━━━ Dataset records

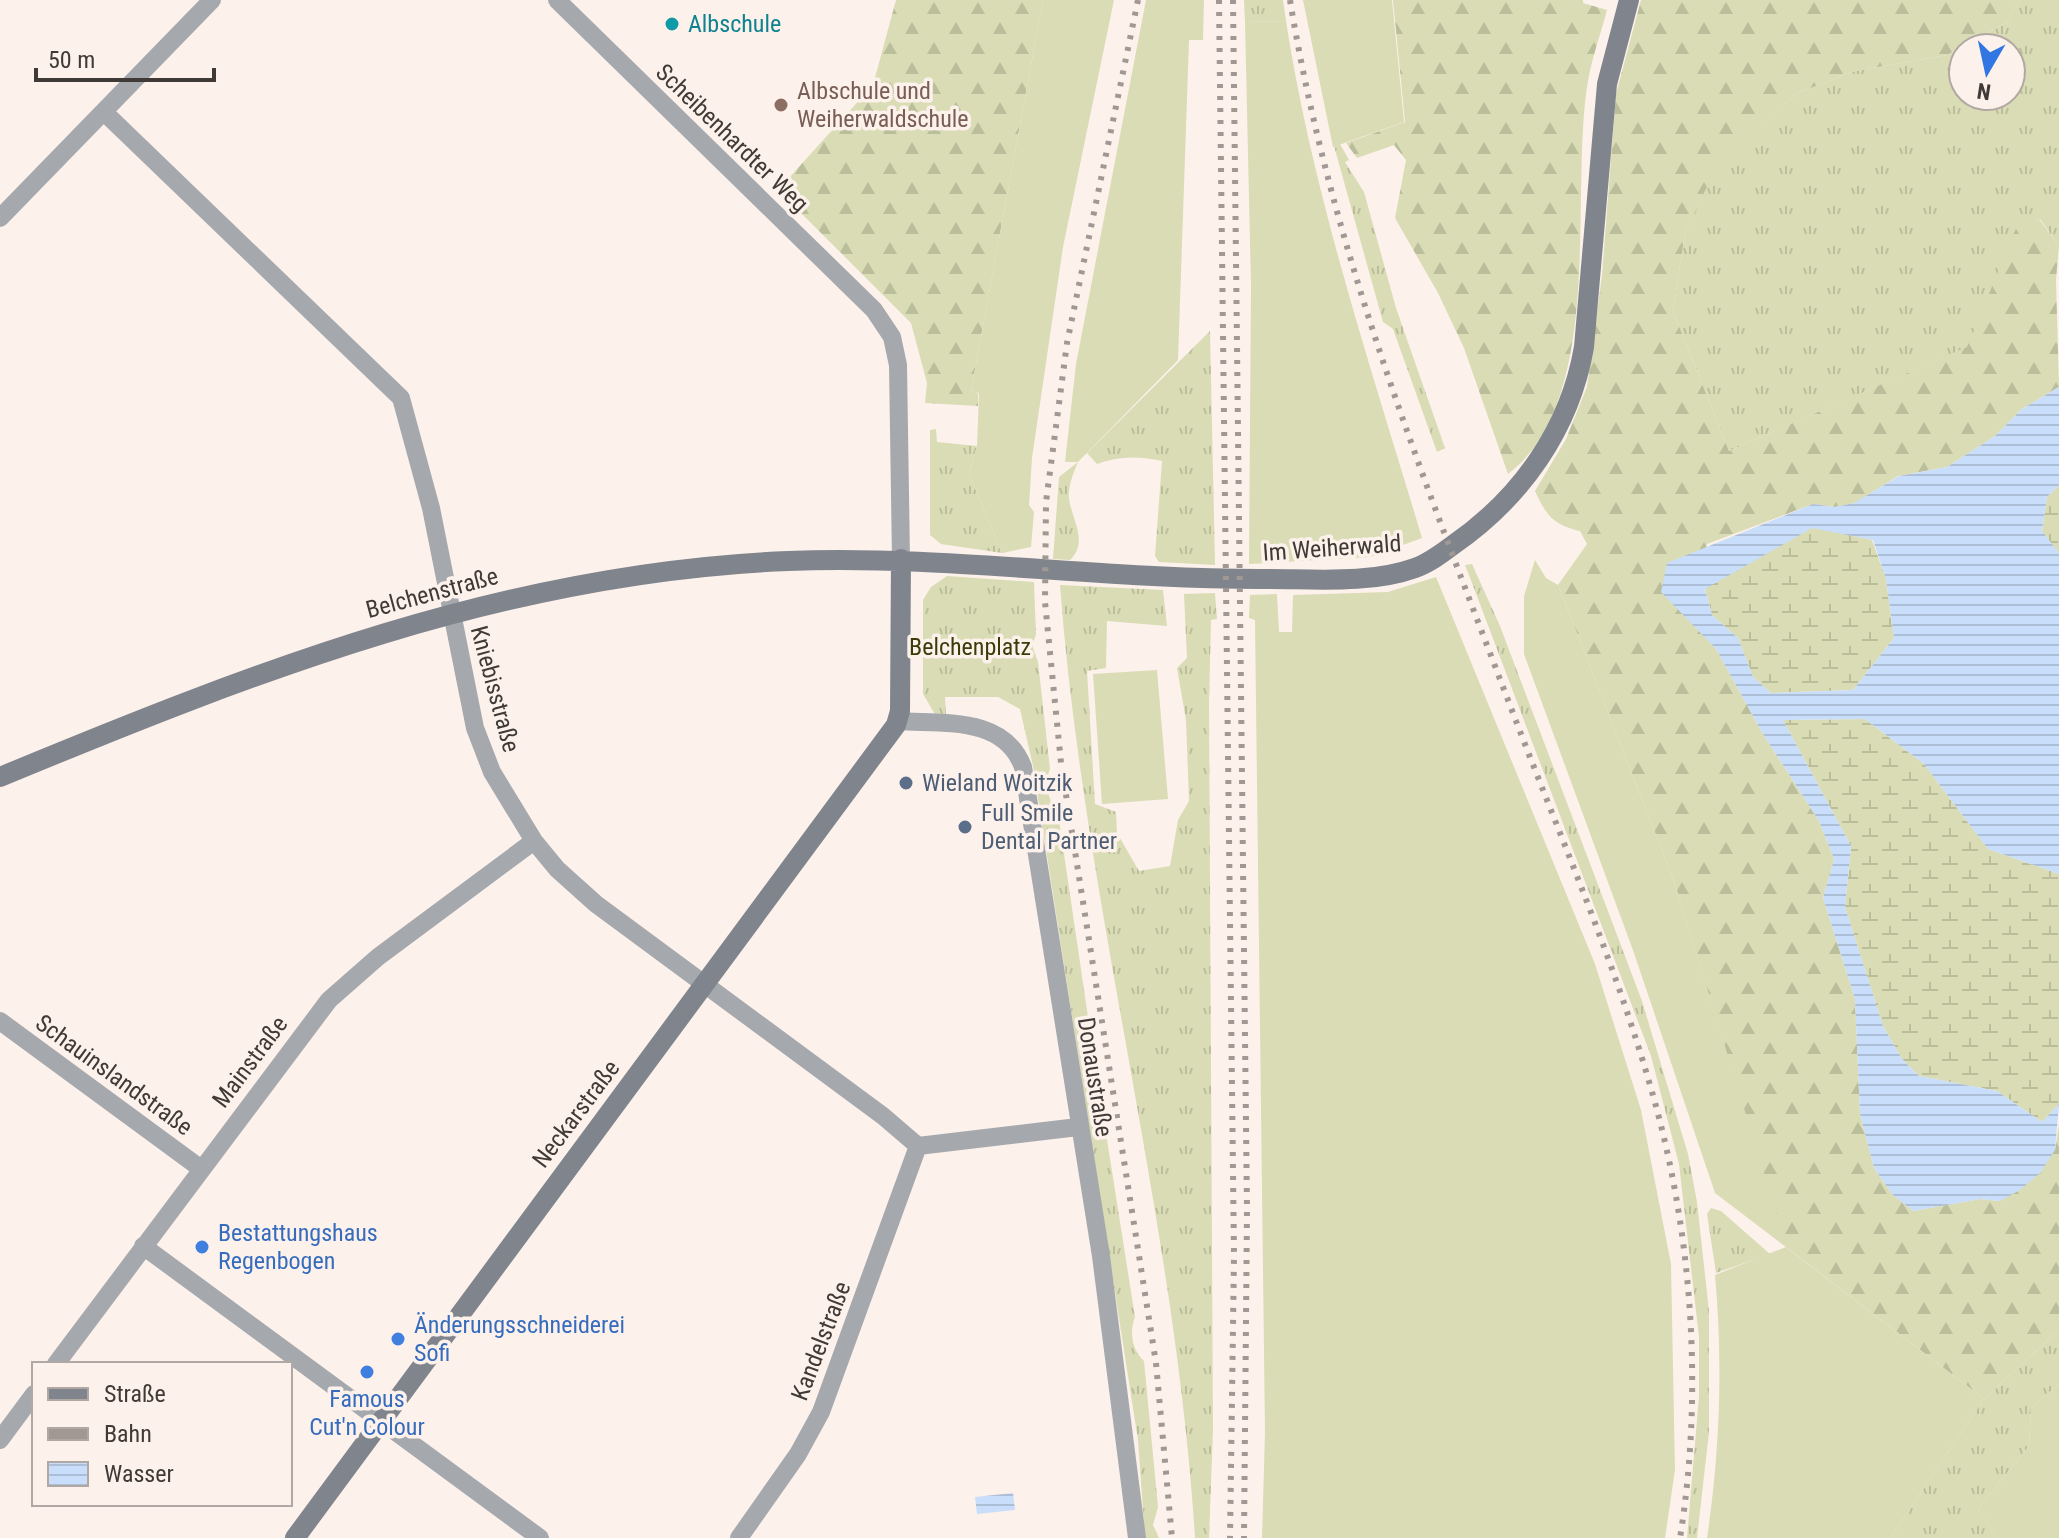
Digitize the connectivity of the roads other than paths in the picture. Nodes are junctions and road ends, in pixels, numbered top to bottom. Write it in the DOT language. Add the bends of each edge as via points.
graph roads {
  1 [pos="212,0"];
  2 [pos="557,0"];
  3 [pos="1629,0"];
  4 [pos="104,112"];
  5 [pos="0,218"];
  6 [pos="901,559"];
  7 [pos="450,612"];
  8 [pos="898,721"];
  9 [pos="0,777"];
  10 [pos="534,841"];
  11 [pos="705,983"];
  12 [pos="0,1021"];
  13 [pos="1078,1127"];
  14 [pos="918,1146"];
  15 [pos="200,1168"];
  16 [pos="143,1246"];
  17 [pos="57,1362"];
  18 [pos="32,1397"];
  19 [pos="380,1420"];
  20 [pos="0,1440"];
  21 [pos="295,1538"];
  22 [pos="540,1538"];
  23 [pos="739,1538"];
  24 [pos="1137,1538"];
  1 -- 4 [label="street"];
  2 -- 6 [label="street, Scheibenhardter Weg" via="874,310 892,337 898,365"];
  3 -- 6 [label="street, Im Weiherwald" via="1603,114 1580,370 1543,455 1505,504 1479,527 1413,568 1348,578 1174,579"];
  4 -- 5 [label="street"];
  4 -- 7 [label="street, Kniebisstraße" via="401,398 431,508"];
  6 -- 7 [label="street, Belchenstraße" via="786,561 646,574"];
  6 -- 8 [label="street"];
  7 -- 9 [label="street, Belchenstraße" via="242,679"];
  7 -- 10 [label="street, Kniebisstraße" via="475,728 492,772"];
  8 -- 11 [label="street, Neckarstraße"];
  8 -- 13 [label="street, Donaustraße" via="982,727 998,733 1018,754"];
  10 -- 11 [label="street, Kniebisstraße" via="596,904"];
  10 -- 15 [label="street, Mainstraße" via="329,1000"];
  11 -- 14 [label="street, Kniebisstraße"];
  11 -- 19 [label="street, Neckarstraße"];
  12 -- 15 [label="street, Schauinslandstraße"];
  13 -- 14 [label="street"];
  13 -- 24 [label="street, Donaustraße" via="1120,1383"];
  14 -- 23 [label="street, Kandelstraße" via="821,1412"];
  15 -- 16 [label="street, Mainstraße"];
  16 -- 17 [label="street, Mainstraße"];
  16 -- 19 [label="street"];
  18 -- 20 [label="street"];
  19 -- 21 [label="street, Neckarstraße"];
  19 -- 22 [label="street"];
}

━━━━━━

Task prompt
Write out each entry exactly as given, but skip the pictures.

Solution for this task
Digitize the connectivity of the roads other than paths in the picture. Nodes are junctions and road ends, in pixels, numbered top to bottom. Write it in the DOT language. Add the bends of each edge as via points.
graph roads {
  1 [pos="212,0"];
  2 [pos="557,0"];
  3 [pos="1629,0"];
  4 [pos="104,112"];
  5 [pos="0,218"];
  6 [pos="901,559"];
  7 [pos="450,612"];
  8 [pos="898,721"];
  9 [pos="0,777"];
  10 [pos="534,841"];
  11 [pos="705,983"];
  12 [pos="0,1021"];
  13 [pos="1078,1127"];
  14 [pos="918,1146"];
  15 [pos="200,1168"];
  16 [pos="143,1246"];
  17 [pos="57,1362"];
  18 [pos="32,1397"];
  19 [pos="380,1420"];
  20 [pos="0,1440"];
  21 [pos="295,1538"];
  22 [pos="540,1538"];
  23 [pos="739,1538"];
  24 [pos="1137,1538"];
  1 -- 4 [label="street"];
  2 -- 6 [label="street, Scheibenhardter Weg" via="874,310 892,337 898,365"];
  3 -- 6 [label="street, Im Weiherwald" via="1603,114 1580,370 1543,455 1505,504 1479,527 1413,568 1348,578 1174,579"];
  4 -- 5 [label="street"];
  4 -- 7 [label="street, Kniebisstraße" via="401,398 431,508"];
  6 -- 7 [label="street, Belchenstraße" via="786,561 646,574"];
  6 -- 8 [label="street"];
  7 -- 9 [label="street, Belchenstraße" via="242,679"];
  7 -- 10 [label="street, Kniebisstraße" via="475,728 492,772"];
  8 -- 11 [label="street, Neckarstraße"];
  8 -- 13 [label="street, Donaustraße" via="982,727 998,733 1018,754"];
  10 -- 11 [label="street, Kniebisstraße" via="596,904"];
  10 -- 15 [label="street, Mainstraße" via="329,1000"];
  11 -- 14 [label="street, Kniebisstraße"];
  11 -- 19 [label="street, Neckarstraße"];
  12 -- 15 [label="street, Schauinslandstraße"];
  13 -- 14 [label="street"];
  13 -- 24 [label="street, Donaustraße" via="1120,1383"];
  14 -- 23 [label="street, Kandelstraße" via="821,1412"];
  15 -- 16 [label="street, Mainstraße"];
  16 -- 17 [label="street, Mainstraße"];
  16 -- 19 [label="street"];
  18 -- 20 [label="street"];
  19 -- 21 [label="street, Neckarstraße"];
  19 -- 22 [label="street"];
}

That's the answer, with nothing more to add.